この記事では、憲法の番人としての裁判所の役割について、なぜその権限が必要なのか、そしてどんな仕組みで使われるのかを、図解も交えて分かりやすく解説していきます。

その法律、大丈夫?

憲法が裁判所に託した「最後の砦」としての役割

裁判所が持つ「最強のカード」とは?

「三権分立」の一角を担う裁判所。その役割は、単に争いを解決するだけではありません。実は、私たちの自由や権利を守るため、極めて重大な任務が与えられています。

それが、裁判所が持つ「最強のカード」— 違憲審査権(いけんしんさけん)です。

違憲審査権とは?

国会が作った法律や、内閣が出した命令が、国の最高法規である憲法に違反していないかを厳しくチェックし、最終的な判断を下す権限のことです。

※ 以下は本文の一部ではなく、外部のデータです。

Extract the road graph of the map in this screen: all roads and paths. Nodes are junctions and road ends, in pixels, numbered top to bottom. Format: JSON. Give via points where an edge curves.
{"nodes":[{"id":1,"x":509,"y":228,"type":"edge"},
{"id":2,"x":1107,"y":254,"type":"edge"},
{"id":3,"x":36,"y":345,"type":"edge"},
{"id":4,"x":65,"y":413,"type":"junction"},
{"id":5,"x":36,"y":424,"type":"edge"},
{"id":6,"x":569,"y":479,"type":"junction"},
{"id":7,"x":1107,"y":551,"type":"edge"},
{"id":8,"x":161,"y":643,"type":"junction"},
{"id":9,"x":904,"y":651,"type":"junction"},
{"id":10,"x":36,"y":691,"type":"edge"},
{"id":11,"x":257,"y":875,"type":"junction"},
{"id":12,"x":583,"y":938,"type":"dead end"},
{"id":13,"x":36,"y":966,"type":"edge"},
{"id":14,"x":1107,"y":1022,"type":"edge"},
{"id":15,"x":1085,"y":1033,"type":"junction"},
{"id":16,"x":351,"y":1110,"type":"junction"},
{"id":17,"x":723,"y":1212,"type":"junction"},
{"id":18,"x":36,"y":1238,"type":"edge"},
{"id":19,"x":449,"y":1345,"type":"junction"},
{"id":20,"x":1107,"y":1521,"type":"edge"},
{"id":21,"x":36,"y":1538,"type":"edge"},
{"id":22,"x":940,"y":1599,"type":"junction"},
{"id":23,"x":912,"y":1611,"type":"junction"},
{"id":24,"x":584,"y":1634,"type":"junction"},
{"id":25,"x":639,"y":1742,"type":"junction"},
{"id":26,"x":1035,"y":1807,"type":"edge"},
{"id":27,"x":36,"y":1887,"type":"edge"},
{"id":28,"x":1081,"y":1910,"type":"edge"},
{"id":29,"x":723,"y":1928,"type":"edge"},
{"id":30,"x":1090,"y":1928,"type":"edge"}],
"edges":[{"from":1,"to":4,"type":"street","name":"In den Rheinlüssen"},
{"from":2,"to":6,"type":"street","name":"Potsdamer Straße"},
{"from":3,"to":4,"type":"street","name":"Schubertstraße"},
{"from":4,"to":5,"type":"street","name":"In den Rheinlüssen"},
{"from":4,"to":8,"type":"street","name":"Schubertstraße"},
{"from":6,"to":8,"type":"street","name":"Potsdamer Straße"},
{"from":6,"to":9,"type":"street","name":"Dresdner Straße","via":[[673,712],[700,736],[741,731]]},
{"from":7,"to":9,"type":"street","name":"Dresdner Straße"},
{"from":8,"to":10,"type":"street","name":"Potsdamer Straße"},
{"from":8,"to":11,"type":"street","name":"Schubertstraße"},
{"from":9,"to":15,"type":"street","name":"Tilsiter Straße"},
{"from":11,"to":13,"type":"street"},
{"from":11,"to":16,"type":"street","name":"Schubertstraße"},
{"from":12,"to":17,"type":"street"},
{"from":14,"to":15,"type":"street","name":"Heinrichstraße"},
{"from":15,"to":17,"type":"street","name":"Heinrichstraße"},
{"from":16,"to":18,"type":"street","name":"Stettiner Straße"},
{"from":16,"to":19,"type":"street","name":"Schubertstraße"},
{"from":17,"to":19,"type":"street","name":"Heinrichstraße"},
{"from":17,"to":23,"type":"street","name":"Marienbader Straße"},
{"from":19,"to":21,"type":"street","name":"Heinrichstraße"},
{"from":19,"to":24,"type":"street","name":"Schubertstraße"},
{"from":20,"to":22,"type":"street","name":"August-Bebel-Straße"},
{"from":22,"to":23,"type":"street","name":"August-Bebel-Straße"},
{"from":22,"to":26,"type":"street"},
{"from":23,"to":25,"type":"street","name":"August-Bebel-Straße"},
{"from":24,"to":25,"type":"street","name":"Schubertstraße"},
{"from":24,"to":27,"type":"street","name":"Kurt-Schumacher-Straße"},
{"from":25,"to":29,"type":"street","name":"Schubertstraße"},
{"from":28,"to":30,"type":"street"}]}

この権限の根拠は、憲法第81条にハッキリと書かれています。

憲法第81条
最高裁判所は、一切の法律、命令、規則又は処分が憲法に適合するかしないかを決定する権限を有する終審裁判所である。

なぜ裁判所に強い権限が必要なのか?

「選挙で選ばれた国会の決定を、なぜ裁判所が覆せるの?」— もっともな疑問です。その答えは、「立憲主義」という考え方にあります。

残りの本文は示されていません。